▶ Exercise goal
Leave every picture out, and write out the remaining entries exactly.

▶ Dataset

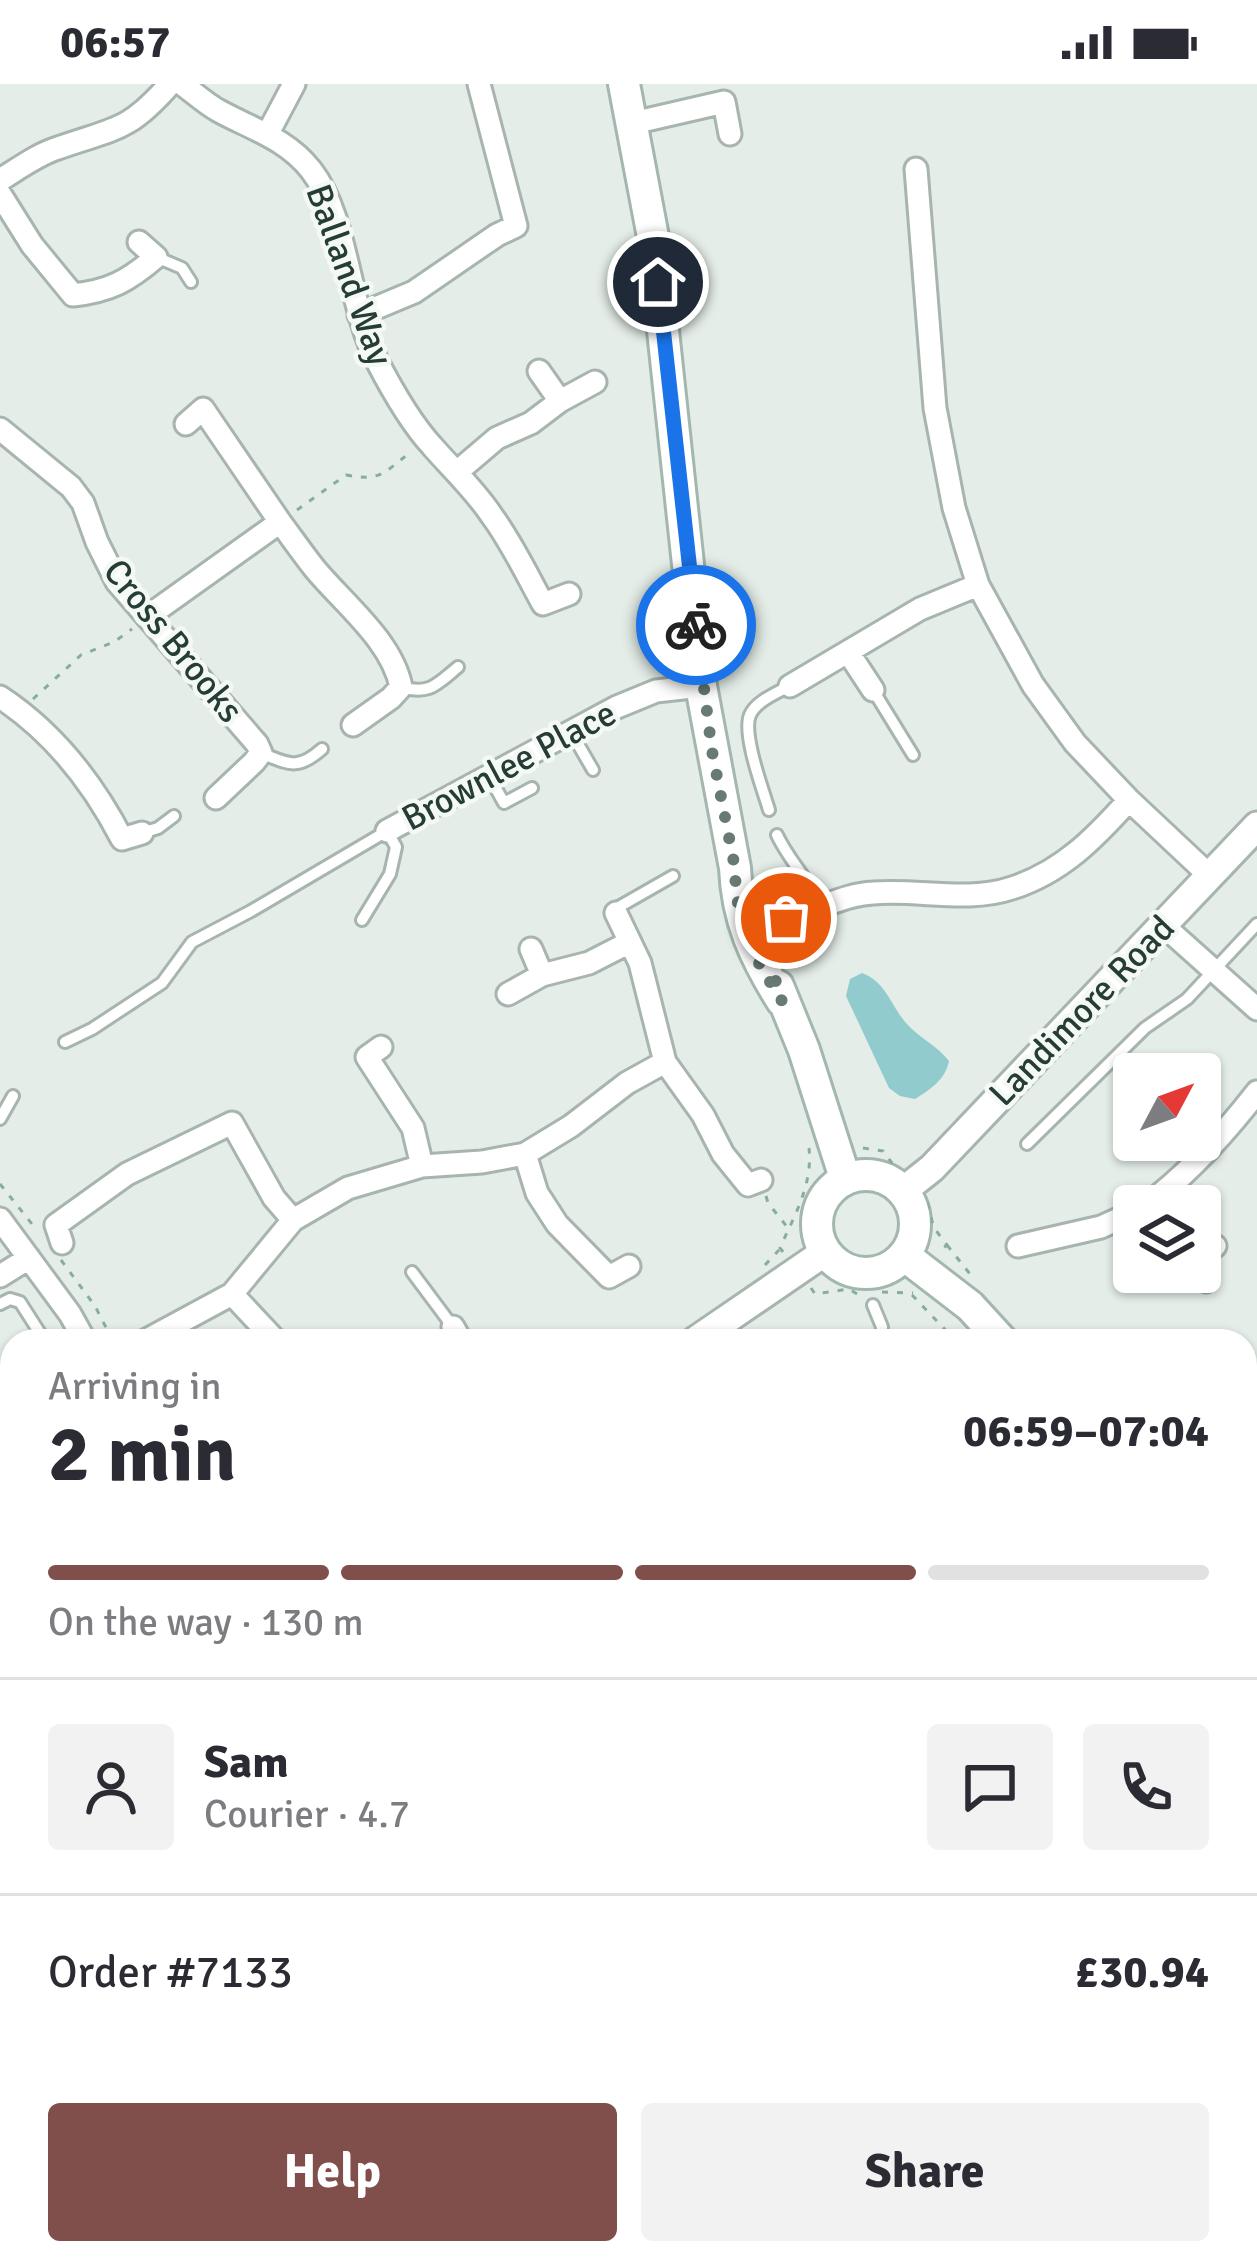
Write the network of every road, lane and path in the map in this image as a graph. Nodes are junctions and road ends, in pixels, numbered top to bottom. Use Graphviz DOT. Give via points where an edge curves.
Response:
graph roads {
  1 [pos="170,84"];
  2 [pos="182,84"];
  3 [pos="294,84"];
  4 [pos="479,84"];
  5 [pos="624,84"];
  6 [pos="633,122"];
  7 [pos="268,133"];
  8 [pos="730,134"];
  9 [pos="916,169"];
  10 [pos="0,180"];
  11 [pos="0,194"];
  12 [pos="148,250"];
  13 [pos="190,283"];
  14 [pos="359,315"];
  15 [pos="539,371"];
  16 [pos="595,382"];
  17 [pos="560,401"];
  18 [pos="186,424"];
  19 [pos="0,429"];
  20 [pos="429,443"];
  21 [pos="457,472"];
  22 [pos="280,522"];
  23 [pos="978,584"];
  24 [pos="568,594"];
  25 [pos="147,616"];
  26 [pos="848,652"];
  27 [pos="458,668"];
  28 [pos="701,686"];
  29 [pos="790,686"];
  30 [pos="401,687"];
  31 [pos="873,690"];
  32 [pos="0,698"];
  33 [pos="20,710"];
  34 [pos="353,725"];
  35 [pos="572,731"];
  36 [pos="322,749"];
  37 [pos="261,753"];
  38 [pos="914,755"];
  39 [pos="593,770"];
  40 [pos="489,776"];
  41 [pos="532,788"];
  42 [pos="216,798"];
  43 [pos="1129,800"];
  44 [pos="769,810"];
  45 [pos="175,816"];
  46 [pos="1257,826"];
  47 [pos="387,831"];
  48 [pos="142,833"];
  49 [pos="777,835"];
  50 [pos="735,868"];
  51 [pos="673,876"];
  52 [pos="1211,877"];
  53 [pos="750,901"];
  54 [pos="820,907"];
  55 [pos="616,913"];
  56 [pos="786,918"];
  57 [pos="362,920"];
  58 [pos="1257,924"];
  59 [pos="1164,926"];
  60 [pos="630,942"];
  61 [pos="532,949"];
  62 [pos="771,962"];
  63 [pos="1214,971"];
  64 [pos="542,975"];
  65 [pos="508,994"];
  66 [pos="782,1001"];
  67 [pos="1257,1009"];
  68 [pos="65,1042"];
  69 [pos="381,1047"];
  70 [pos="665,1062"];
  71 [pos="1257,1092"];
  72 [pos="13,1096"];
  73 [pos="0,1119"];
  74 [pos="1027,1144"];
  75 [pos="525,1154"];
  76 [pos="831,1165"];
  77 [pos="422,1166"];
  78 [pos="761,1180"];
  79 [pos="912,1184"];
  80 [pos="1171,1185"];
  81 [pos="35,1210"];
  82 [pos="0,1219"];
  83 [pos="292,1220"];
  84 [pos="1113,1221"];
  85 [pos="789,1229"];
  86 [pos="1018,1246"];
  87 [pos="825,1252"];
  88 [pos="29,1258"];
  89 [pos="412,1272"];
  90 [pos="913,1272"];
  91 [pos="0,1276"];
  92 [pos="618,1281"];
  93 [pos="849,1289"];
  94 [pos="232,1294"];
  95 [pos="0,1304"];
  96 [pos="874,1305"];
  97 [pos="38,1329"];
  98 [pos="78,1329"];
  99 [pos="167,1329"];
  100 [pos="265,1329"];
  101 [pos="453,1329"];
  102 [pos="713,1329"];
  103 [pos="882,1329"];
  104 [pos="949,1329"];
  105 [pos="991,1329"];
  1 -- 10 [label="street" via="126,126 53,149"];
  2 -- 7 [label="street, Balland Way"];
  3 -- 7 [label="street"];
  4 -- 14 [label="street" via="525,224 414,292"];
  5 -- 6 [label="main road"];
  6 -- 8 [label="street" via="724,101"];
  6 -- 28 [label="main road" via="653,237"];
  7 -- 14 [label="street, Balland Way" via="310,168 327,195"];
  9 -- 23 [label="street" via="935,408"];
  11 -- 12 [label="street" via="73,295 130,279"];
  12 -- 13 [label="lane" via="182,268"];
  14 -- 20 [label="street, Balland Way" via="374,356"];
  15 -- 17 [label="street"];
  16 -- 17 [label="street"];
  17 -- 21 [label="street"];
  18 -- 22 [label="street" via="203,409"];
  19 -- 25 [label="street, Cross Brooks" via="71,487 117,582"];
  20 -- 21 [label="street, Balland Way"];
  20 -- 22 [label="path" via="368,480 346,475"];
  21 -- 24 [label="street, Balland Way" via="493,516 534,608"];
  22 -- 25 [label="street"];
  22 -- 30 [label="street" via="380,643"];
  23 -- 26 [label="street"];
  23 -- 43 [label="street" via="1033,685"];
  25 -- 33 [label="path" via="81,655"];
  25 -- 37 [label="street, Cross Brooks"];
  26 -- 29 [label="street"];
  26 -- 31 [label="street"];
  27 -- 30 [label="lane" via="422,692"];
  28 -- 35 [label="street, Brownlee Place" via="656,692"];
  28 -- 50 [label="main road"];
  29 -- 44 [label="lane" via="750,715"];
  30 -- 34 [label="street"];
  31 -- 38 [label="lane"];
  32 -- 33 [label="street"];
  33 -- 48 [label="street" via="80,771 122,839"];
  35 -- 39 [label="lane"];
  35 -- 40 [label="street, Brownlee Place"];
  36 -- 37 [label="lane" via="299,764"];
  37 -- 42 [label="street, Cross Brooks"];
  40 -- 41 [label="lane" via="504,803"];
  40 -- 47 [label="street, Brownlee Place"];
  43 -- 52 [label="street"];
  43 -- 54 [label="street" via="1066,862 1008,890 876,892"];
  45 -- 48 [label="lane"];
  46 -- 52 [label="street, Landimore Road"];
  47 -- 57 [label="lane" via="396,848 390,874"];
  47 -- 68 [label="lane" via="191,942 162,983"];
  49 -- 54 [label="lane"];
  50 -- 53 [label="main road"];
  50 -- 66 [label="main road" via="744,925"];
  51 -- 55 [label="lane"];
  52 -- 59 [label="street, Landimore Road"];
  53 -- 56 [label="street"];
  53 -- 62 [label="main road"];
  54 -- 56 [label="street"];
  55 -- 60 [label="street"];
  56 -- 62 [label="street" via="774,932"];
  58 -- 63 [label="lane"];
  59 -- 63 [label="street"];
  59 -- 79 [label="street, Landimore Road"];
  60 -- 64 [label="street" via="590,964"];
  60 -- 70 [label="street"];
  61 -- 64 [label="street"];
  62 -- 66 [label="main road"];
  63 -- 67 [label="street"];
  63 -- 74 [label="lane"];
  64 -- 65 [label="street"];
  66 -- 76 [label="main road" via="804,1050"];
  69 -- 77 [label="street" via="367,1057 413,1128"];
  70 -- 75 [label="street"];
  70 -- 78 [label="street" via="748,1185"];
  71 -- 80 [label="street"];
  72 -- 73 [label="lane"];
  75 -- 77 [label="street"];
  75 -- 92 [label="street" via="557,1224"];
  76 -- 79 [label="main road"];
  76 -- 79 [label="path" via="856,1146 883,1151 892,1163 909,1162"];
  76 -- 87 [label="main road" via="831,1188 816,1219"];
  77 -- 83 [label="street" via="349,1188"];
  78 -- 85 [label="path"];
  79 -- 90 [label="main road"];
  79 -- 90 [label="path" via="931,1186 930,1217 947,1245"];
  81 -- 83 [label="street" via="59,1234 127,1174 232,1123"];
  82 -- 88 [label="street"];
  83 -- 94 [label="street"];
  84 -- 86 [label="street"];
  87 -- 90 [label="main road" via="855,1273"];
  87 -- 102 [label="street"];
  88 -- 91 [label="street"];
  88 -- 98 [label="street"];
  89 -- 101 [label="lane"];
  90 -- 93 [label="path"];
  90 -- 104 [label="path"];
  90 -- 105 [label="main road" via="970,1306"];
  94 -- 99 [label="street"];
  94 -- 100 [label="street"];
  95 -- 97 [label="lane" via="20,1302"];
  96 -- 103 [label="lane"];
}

▶ Final answer
Write the network of every road, lane and path in the map in this image as a graph. Nodes are junctions and road ends, in pixels, numbered top to bottom. Use Graphviz DOT. Give via points where an edge curves.
Response:
graph roads {
  1 [pos="170,84"];
  2 [pos="182,84"];
  3 [pos="294,84"];
  4 [pos="479,84"];
  5 [pos="624,84"];
  6 [pos="633,122"];
  7 [pos="268,133"];
  8 [pos="730,134"];
  9 [pos="916,169"];
  10 [pos="0,180"];
  11 [pos="0,194"];
  12 [pos="148,250"];
  13 [pos="190,283"];
  14 [pos="359,315"];
  15 [pos="539,371"];
  16 [pos="595,382"];
  17 [pos="560,401"];
  18 [pos="186,424"];
  19 [pos="0,429"];
  20 [pos="429,443"];
  21 [pos="457,472"];
  22 [pos="280,522"];
  23 [pos="978,584"];
  24 [pos="568,594"];
  25 [pos="147,616"];
  26 [pos="848,652"];
  27 [pos="458,668"];
  28 [pos="701,686"];
  29 [pos="790,686"];
  30 [pos="401,687"];
  31 [pos="873,690"];
  32 [pos="0,698"];
  33 [pos="20,710"];
  34 [pos="353,725"];
  35 [pos="572,731"];
  36 [pos="322,749"];
  37 [pos="261,753"];
  38 [pos="914,755"];
  39 [pos="593,770"];
  40 [pos="489,776"];
  41 [pos="532,788"];
  42 [pos="216,798"];
  43 [pos="1129,800"];
  44 [pos="769,810"];
  45 [pos="175,816"];
  46 [pos="1257,826"];
  47 [pos="387,831"];
  48 [pos="142,833"];
  49 [pos="777,835"];
  50 [pos="735,868"];
  51 [pos="673,876"];
  52 [pos="1211,877"];
  53 [pos="750,901"];
  54 [pos="820,907"];
  55 [pos="616,913"];
  56 [pos="786,918"];
  57 [pos="362,920"];
  58 [pos="1257,924"];
  59 [pos="1164,926"];
  60 [pos="630,942"];
  61 [pos="532,949"];
  62 [pos="771,962"];
  63 [pos="1214,971"];
  64 [pos="542,975"];
  65 [pos="508,994"];
  66 [pos="782,1001"];
  67 [pos="1257,1009"];
  68 [pos="65,1042"];
  69 [pos="381,1047"];
  70 [pos="665,1062"];
  71 [pos="1257,1092"];
  72 [pos="13,1096"];
  73 [pos="0,1119"];
  74 [pos="1027,1144"];
  75 [pos="525,1154"];
  76 [pos="831,1165"];
  77 [pos="422,1166"];
  78 [pos="761,1180"];
  79 [pos="912,1184"];
  80 [pos="1171,1185"];
  81 [pos="35,1210"];
  82 [pos="0,1219"];
  83 [pos="292,1220"];
  84 [pos="1113,1221"];
  85 [pos="789,1229"];
  86 [pos="1018,1246"];
  87 [pos="825,1252"];
  88 [pos="29,1258"];
  89 [pos="412,1272"];
  90 [pos="913,1272"];
  91 [pos="0,1276"];
  92 [pos="618,1281"];
  93 [pos="849,1289"];
  94 [pos="232,1294"];
  95 [pos="0,1304"];
  96 [pos="874,1305"];
  97 [pos="38,1329"];
  98 [pos="78,1329"];
  99 [pos="167,1329"];
  100 [pos="265,1329"];
  101 [pos="453,1329"];
  102 [pos="713,1329"];
  103 [pos="882,1329"];
  104 [pos="949,1329"];
  105 [pos="991,1329"];
  1 -- 10 [label="street" via="126,126 53,149"];
  2 -- 7 [label="street, Balland Way"];
  3 -- 7 [label="street"];
  4 -- 14 [label="street" via="525,224 414,292"];
  5 -- 6 [label="main road"];
  6 -- 8 [label="street" via="724,101"];
  6 -- 28 [label="main road" via="653,237"];
  7 -- 14 [label="street, Balland Way" via="310,168 327,195"];
  9 -- 23 [label="street" via="935,408"];
  11 -- 12 [label="street" via="73,295 130,279"];
  12 -- 13 [label="lane" via="182,268"];
  14 -- 20 [label="street, Balland Way" via="374,356"];
  15 -- 17 [label="street"];
  16 -- 17 [label="street"];
  17 -- 21 [label="street"];
  18 -- 22 [label="street" via="203,409"];
  19 -- 25 [label="street, Cross Brooks" via="71,487 117,582"];
  20 -- 21 [label="street, Balland Way"];
  20 -- 22 [label="path" via="368,480 346,475"];
  21 -- 24 [label="street, Balland Way" via="493,516 534,608"];
  22 -- 25 [label="street"];
  22 -- 30 [label="street" via="380,643"];
  23 -- 26 [label="street"];
  23 -- 43 [label="street" via="1033,685"];
  25 -- 33 [label="path" via="81,655"];
  25 -- 37 [label="street, Cross Brooks"];
  26 -- 29 [label="street"];
  26 -- 31 [label="street"];
  27 -- 30 [label="lane" via="422,692"];
  28 -- 35 [label="street, Brownlee Place" via="656,692"];
  28 -- 50 [label="main road"];
  29 -- 44 [label="lane" via="750,715"];
  30 -- 34 [label="street"];
  31 -- 38 [label="lane"];
  32 -- 33 [label="street"];
  33 -- 48 [label="street" via="80,771 122,839"];
  35 -- 39 [label="lane"];
  35 -- 40 [label="street, Brownlee Place"];
  36 -- 37 [label="lane" via="299,764"];
  37 -- 42 [label="street, Cross Brooks"];
  40 -- 41 [label="lane" via="504,803"];
  40 -- 47 [label="street, Brownlee Place"];
  43 -- 52 [label="street"];
  43 -- 54 [label="street" via="1066,862 1008,890 876,892"];
  45 -- 48 [label="lane"];
  46 -- 52 [label="street, Landimore Road"];
  47 -- 57 [label="lane" via="396,848 390,874"];
  47 -- 68 [label="lane" via="191,942 162,983"];
  49 -- 54 [label="lane"];
  50 -- 53 [label="main road"];
  50 -- 66 [label="main road" via="744,925"];
  51 -- 55 [label="lane"];
  52 -- 59 [label="street, Landimore Road"];
  53 -- 56 [label="street"];
  53 -- 62 [label="main road"];
  54 -- 56 [label="street"];
  55 -- 60 [label="street"];
  56 -- 62 [label="street" via="774,932"];
  58 -- 63 [label="lane"];
  59 -- 63 [label="street"];
  59 -- 79 [label="street, Landimore Road"];
  60 -- 64 [label="street" via="590,964"];
  60 -- 70 [label="street"];
  61 -- 64 [label="street"];
  62 -- 66 [label="main road"];
  63 -- 67 [label="street"];
  63 -- 74 [label="lane"];
  64 -- 65 [label="street"];
  66 -- 76 [label="main road" via="804,1050"];
  69 -- 77 [label="street" via="367,1057 413,1128"];
  70 -- 75 [label="street"];
  70 -- 78 [label="street" via="748,1185"];
  71 -- 80 [label="street"];
  72 -- 73 [label="lane"];
  75 -- 77 [label="street"];
  75 -- 92 [label="street" via="557,1224"];
  76 -- 79 [label="main road"];
  76 -- 79 [label="path" via="856,1146 883,1151 892,1163 909,1162"];
  76 -- 87 [label="main road" via="831,1188 816,1219"];
  77 -- 83 [label="street" via="349,1188"];
  78 -- 85 [label="path"];
  79 -- 90 [label="main road"];
  79 -- 90 [label="path" via="931,1186 930,1217 947,1245"];
  81 -- 83 [label="street" via="59,1234 127,1174 232,1123"];
  82 -- 88 [label="street"];
  83 -- 94 [label="street"];
  84 -- 86 [label="street"];
  87 -- 90 [label="main road" via="855,1273"];
  87 -- 102 [label="street"];
  88 -- 91 [label="street"];
  88 -- 98 [label="street"];
  89 -- 101 [label="lane"];
  90 -- 93 [label="path"];
  90 -- 104 [label="path"];
  90 -- 105 [label="main road" via="970,1306"];
  94 -- 99 [label="street"];
  94 -- 100 [label="street"];
  95 -- 97 [label="lane" via="20,1302"];
  96 -- 103 [label="lane"];
}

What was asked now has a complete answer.